# passed mot so thought would share some photos



## g7hej (Jan 29, 2013)

Hi wilders

just built a website seriuos newbie lol please check out my gallery of bessie  my talbot express 1986

got weekend off 2nd march anybody upto anything ??? i in blackpool:mad1:


----------



## g7hej (Jan 29, 2013)

*photos*

whoops sorry here the link lol

TALBOT EXPRESS CAMPER - Welcome to G7HEJs website

:dance:


----------



## cooljules (Jan 29, 2013)

looks nice


----------



## Wooie1958 (Jan 29, 2013)

Radio Ham as well ?


----------



## sasquatch (Jan 29, 2013)

How did you get new body panels for the Talbot part? Very nice job!
73s


----------



## edina (Jan 29, 2013)

Good job - a van to be proud of.


----------



## mark61 (Jan 29, 2013)

Excellent work, must have taken a while. Thanks for sharing pics.


----------



## mikejay (Jan 29, 2013)

Done a great job there looks well nice.


----------



## jimbohorlicks (Jan 29, 2013)

*Nicely done*

Looks to be a well built rig -you must enjoy it?

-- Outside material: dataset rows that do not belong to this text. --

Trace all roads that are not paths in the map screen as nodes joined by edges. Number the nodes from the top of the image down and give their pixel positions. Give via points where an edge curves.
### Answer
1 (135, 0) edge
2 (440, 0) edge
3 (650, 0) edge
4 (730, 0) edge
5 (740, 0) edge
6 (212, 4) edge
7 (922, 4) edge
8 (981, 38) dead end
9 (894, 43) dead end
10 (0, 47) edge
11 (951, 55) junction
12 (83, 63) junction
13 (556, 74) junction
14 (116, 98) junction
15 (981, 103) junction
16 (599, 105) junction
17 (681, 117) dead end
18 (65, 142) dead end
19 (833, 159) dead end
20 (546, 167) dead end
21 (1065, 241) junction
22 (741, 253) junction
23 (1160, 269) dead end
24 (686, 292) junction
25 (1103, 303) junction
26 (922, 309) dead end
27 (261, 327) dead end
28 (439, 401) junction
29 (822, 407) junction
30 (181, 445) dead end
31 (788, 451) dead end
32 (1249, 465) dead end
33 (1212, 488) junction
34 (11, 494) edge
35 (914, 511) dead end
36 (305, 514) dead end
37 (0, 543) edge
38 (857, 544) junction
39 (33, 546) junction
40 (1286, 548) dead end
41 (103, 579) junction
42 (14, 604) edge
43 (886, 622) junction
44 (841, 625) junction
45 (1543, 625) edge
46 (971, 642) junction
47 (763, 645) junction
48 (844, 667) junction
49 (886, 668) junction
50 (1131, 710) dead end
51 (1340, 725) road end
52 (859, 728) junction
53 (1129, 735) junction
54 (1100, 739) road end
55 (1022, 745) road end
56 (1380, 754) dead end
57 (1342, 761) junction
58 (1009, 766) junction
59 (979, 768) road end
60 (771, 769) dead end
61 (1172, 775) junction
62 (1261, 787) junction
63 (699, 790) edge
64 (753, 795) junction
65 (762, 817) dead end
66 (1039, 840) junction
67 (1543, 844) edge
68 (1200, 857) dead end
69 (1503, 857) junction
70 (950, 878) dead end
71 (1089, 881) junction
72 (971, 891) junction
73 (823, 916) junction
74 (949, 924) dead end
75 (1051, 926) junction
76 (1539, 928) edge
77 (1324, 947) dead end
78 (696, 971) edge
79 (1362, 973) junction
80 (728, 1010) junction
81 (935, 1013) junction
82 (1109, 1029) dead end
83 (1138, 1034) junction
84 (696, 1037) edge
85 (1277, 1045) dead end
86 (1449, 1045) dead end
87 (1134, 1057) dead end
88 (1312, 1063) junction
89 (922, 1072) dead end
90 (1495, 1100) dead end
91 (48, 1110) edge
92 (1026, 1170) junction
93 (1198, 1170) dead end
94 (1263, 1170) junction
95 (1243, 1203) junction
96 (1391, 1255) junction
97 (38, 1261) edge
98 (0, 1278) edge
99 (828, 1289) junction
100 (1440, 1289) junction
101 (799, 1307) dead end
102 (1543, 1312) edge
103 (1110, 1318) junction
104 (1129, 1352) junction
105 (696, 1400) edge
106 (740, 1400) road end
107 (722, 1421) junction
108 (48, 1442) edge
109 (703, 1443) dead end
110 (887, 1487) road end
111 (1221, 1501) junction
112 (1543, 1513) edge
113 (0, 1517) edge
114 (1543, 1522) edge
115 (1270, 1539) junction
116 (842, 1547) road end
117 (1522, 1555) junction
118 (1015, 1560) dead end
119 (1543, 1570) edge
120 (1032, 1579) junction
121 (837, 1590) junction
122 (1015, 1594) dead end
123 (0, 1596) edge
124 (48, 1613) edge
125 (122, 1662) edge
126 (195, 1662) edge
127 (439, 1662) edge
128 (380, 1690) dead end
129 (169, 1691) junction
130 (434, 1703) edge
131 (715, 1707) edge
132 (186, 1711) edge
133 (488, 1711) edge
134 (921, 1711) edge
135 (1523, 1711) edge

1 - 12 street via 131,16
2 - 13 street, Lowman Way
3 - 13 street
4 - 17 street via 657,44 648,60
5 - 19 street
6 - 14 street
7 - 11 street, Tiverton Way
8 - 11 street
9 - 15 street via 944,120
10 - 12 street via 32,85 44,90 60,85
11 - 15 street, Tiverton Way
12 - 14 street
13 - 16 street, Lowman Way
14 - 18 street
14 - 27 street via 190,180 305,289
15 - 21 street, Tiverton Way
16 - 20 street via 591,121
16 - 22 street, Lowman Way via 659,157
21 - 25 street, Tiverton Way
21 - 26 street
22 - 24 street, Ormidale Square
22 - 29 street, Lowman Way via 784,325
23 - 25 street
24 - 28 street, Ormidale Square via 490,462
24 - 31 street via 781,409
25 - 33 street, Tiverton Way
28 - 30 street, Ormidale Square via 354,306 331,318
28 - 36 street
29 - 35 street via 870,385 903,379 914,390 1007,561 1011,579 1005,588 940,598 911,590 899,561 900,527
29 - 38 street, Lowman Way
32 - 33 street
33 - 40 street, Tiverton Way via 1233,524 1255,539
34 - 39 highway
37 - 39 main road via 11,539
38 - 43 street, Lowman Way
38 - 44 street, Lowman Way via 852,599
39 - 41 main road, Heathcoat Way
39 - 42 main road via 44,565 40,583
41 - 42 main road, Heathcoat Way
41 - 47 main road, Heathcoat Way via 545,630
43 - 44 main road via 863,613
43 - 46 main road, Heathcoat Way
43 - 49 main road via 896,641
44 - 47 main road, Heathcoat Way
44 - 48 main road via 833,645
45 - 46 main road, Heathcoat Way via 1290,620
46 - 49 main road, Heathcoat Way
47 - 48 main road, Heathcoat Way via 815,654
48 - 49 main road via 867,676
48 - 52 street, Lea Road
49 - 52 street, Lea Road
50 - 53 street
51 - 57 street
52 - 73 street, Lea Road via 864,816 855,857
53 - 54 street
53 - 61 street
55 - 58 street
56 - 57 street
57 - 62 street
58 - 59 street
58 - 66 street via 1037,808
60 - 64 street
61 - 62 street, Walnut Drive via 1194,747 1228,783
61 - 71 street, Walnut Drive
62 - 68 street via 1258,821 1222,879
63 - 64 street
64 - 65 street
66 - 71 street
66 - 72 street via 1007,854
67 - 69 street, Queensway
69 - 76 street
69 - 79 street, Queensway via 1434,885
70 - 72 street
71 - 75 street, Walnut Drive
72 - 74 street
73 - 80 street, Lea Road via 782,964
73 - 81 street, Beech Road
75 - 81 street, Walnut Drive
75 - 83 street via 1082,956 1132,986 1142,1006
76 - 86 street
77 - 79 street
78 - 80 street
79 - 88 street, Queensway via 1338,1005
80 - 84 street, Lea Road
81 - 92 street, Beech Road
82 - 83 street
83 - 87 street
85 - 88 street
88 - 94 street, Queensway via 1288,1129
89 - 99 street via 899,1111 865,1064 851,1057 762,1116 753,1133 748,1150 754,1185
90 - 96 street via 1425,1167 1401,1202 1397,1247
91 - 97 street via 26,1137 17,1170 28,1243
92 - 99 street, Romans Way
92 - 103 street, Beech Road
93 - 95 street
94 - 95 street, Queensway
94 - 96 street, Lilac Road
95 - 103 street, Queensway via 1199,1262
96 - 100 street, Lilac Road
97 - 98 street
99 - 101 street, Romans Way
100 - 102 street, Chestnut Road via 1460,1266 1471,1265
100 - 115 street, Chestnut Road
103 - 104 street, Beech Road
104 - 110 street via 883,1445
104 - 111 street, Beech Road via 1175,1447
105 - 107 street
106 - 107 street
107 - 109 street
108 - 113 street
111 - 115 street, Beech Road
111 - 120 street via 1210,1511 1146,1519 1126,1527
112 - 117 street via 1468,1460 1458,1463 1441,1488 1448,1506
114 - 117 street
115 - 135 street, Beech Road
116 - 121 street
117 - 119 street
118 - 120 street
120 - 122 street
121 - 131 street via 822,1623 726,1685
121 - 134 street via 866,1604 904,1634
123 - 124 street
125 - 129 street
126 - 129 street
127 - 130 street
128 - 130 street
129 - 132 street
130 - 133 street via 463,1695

Nice web site as well, especially the weather  reports

see you around


----------



## g7hej (Jan 29, 2013)

*Radio Ham*



Wooie1958 said:


> Radio Ham as well ?




Yes been licensed since 1991 passed RAE in isle of man ex GD7HEJ used to be big vhf/uhf contester, winning lots even vhf field day various years but the best one was UK6MG sporadic e contest gosh cannot remember year lol.
regards graham g7hej


----------



## g7hej (Jan 29, 2013)

*body panels*



sasquatch said:


> How did you get new body panels for the Talbot part? Very nice job!
> 73s




ok got all information of the talbot owners club, all panels came of ebay, posts were welded patch work lol.


73 de G7HEJ :ninja:


----------



## Neckender (Jan 29, 2013)

The vans a credit really nice job done. :drive: .

John.


----------



## dave and mary (Jan 29, 2013)

A great job you should be real proud of it,        Now get out and have fun in it.    :drive:  :drive:


----------



## phillybarbour (Jan 29, 2013)

Big job well done a credit to your skills go enjoy it.


----------



## ellisboy (Jan 29, 2013)

Nice work Chap!


----------



## rockape (Jan 29, 2013)

g7hej said:


> whoops sorry here the link lol
> 
> TALBOT EXPRESS CAMPER - Welcome to G7HEJs website
> 
> :dance:


 As they say down wiltshire way.......Proper job


----------



## snowbirds (Jan 29, 2013)

*Nice motor*

IT looks a nice job.

Snowbirds.





g7hej said:


> Hi wilders
> 
> just built a website seriuos newbie lol please check out my gallery of bessie  my talbot express 1986
> 
> got weekend off 2nd march anybody upto anything ??? i in blackpool:mad1:


----------



## davecasafundada (Jan 30, 2013)

That's a cracking job, well done!


----------